Quizás en el fondo, como siempre, cada uno mira por lo suyo, por “su” familia y por “sus” hijos. Quizás todavía no estamos preparados para crear un lugar de luz, amor y paz para la Tierra. Quizás vamos de místicos y como nadie se entera, damos el pego de que estamos muy conectados, pero a la hora de la verdad, estamos muy conectados, sí, pero a nuestra propia autocomplacencia y al temor de no ser reconocidos y aceptados.

En fin, que a veces se me pasan estas cosas por la cabeza, pero yo soy muy rebelde, tenaz, y atrevido. Aunque aparentemente no consiga nada, nadie me podrá decir que no lo he intentado durante toda mi vida con paciencia, entrega y tesón, con algunos aciertos y muchos errores. Seguiré incansablemente aspirando a crear un lugar donde la luz y el amor sean nuestro alimento.

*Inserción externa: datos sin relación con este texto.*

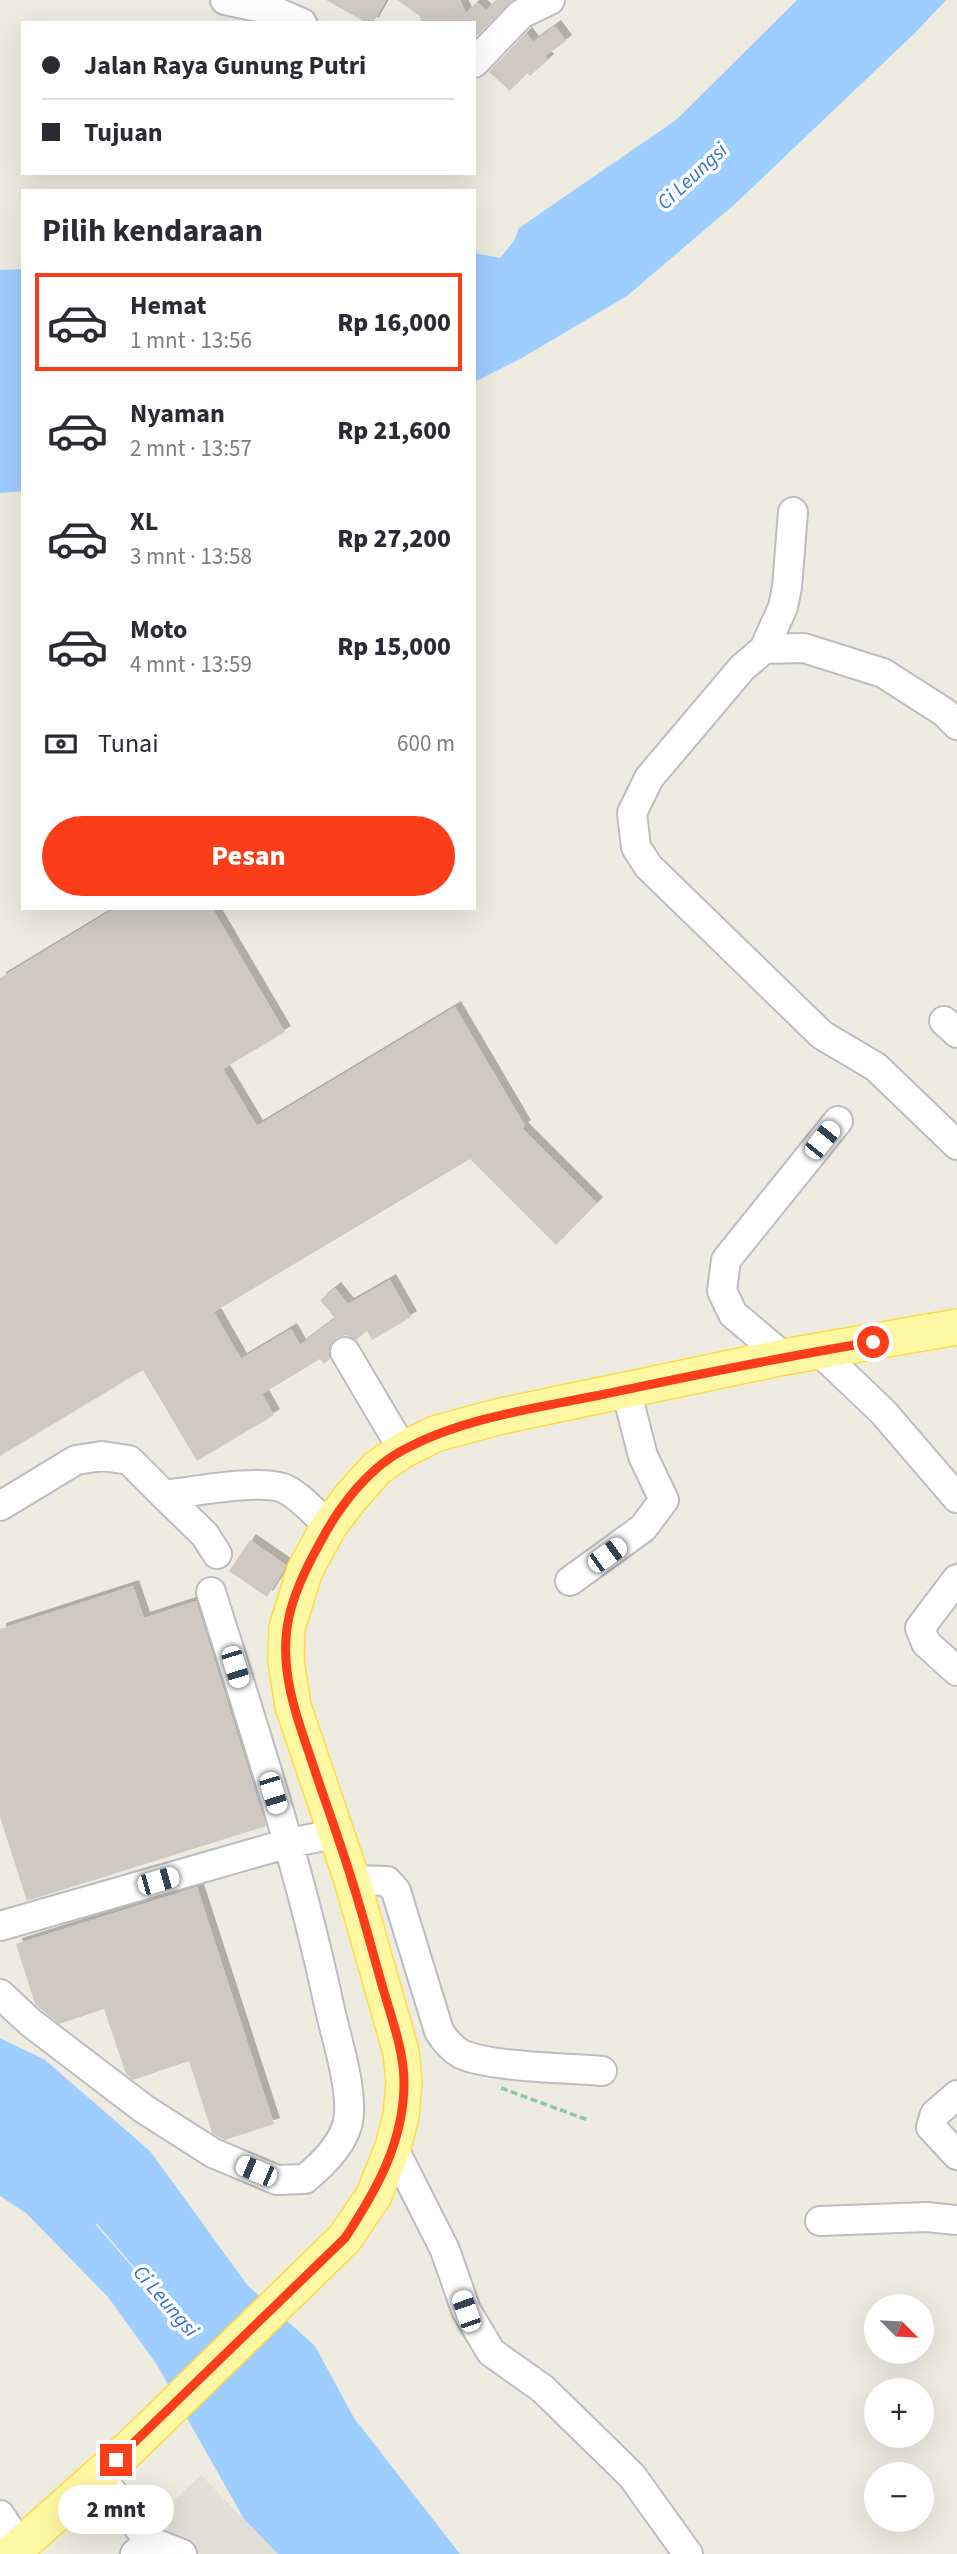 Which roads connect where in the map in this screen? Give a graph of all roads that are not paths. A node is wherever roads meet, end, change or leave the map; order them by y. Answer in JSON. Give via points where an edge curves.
{"nodes":[{"id":1,"x":225,"y":0,"type":"edge"},
{"id":2,"x":550,"y":0,"type":"edge"},
{"id":3,"x":297,"y":21,"type":"edge"},
{"id":4,"x":476,"y":61,"type":"edge"},
{"id":5,"x":793,"y":512,"type":"dead end"},
{"id":6,"x":764,"y":649,"type":"junction"},
{"id":7,"x":957,"y":726,"type":"edge"},
{"id":8,"x":838,"y":1121,"type":"dead end"},
{"id":9,"x":957,"y":1145,"type":"edge"},
{"id":10,"x":956,"y":1329,"type":"edge"},
{"id":11,"x":819,"y":1351,"type":"junction"},
{"id":12,"x":345,"y":1352,"type":"dead end"},
{"id":13,"x":784,"y":1357,"type":"junction"},
{"id":14,"x":626,"y":1390,"type":"junction"},
{"id":15,"x":403,"y":1450,"type":"junction"},
{"id":16,"x":164,"y":1494,"type":"junction"},
{"id":17,"x":957,"y":1498,"type":"edge"},
{"id":18,"x":0,"y":1506,"type":"edge"},
{"id":19,"x":329,"y":1527,"type":"junction"},
{"id":20,"x":217,"y":1554,"type":"dead end"},
{"id":21,"x":957,"y":1579,"type":"edge"},
{"id":22,"x":570,"y":1581,"type":"dead end"},
{"id":23,"x":211,"y":1592,"type":"dead end"},
{"id":24,"x":957,"y":1671,"type":"edge"},
{"id":25,"x":335,"y":1834,"type":"junction"},
{"id":26,"x":289,"y":1843,"type":"junction"},
{"id":27,"x":352,"y":1880,"type":"junction"},
{"id":28,"x":0,"y":1926,"type":"edge"},
{"id":29,"x":0,"y":1994,"type":"edge"},
{"id":30,"x":601,"y":2071,"type":"dead end"},
{"id":31,"x":957,"y":2095,"type":"edge"},
{"id":32,"x":393,"y":2147,"type":"junction"},
{"id":33,"x":957,"y":2155,"type":"edge"},
{"id":34,"x":957,"y":2220,"type":"edge"},
{"id":35,"x":820,"y":2221,"type":"dead end"},
{"id":36,"x":99,"y":2475,"type":"junction"},
{"id":37,"x":0,"y":2515,"type":"edge"},
{"id":38,"x":142,"y":2547,"type":"edge"},
{"id":39,"x":16,"y":2550,"type":"edge"},
{"id":40,"x":182,"y":2554,"type":"edge"},
{"id":41,"x":688,"y":2554,"type":"edge"}],
"edges":[{"from":1,"to":3,"type":"street"},
{"from":2,"to":4,"type":"street","via":[[521,14]]},
{"from":5,"to":6,"type":"street","via":[[783,607]]},
{"from":6,"to":7,"type":"street","via":[[804,648],[883,673],[944,712]]},
{"from":6,"to":9,"type":"street","via":[[742,668],[649,778],[632,813],[636,847],[648,866],[822,1035],[876,1067]]},
{"from":8,"to":13,"type":"street","via":[[726,1260],[722,1291],[728,1307]]},
{"from":10,"to":11,"type":"main road"},
{"from":11,"to":13,"type":"main road"},
{"from":11,"to":17,"type":"street","via":[[883,1412]]},
{"from":12,"to":15,"type":"street"},
{"from":13,"to":14,"type":"main road"},
{"from":14,"to":15,"type":"main road","via":[[498,1417],[435,1434]]},
{"from":14,"to":22,"type":"street","via":[[643,1456],[663,1500],[643,1528]]},
{"from":15,"to":19,"type":"main road","via":[[377,1468]]},
{"from":16,"to":18,"type":"street","via":[[129,1460],[102,1456],[76,1461]]},
{"from":16,"to":19,"type":"street","via":[[259,1485],[283,1488]]},
{"from":16,"to":20,"type":"street","via":[[205,1535]]},
{"from":19,"to":25,"type":"main road","via":[[292,1605],[286,1661],[293,1706]]},
{"from":21,"to":24,"type":"street","via":[[920,1628],[926,1643]]},
{"from":23,"to":26,"type":"street"},
{"from":25,"to":26,"type":"street"},
{"from":25,"to":27,"type":"main road"},
{"from":26,"to":28,"type":"street"},
{"from":26,"to":29,"type":"street","via":[[348,2091],[349,2117],[338,2144],[305,2179],[276,2180],[213,2153],[144,2109]]},
{"from":27,"to":30,"type":"street","via":[[387,1881],[396,1891],[439,2031],[454,2049],[465,2056],[502,2062]]},
{"from":27,"to":32,"type":"main road","via":[[401,2052],[404,2082]]},
{"from":31,"to":33,"type":"street","via":[[934,2114],[931,2127]]},
{"from":32,"to":36,"type":"main road","via":[[374,2195],[345,2238]]},
{"from":32,"to":41,"type":"street","via":[[445,2250],[466,2311],[491,2353],[543,2389],[632,2476]]},
{"from":34,"to":35,"type":"street"},
{"from":36,"to":38,"type":"street"},
{"from":36,"to":39,"type":"main road"},
{"from":37,"to":39,"type":"street"},
{"from":38,"to":40,"type":"street"}]}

Que todas las bendiciones de los guías del cielo y los maestros de la Tierra recaigan sobre ti y sobre toda tu familia genética y espiritual.

Decreto de bendición

                                                                                  Que tu gloria sea proclamada.
                                                                       Que la vida sea santificada.
                                                           Que los corazones sean transformados.
                                                Que tu paz reine sobre la Tierra.
                                      Que ningún ser padezca hambre de tu presencia.
                          Que todos los seres se perciban bellos y fuertes.
              Que los perversos se enamoren de la bondad.
  Que los ladrones sólo quieran robar una cosa, la ignorancia.
             Que los militares tengan que ver nacer, para que no puedan ver matar.
                         Que sólo queramos aspirar a la libertad cuando veamos que los demás
                         gozan de felicidad.
                                   Que sólo se puedan utilizar tres armas: el abrazo, la sonrisa y la
                                   escucha.
                                              Que los ricos sean más ricos, pero de generosidad y de
                                              compasión.
                                                         Que sólo queramos hacer el amor cuando estemos
                                                         saturados de él.
                                                                   Que aprendamos a sustituir el gobierno de
                                                                   la mayoría por el gobierno de la sabiduría.
                                                                              Que cada vez exista más pobreza,
                                                                              pero de egoísmo.
                                                                                          Que sólo se permita una
                                                                                          droga, la paz.

Que sólo exista un vicio, el entusiasmo.
Que sólo reconozcas una debilidad, la ternura.
Que sólo haya una ley, amar más.
Que sólo podamos condenar a ser más libres.
Que la canción más hermosa sea el silencio.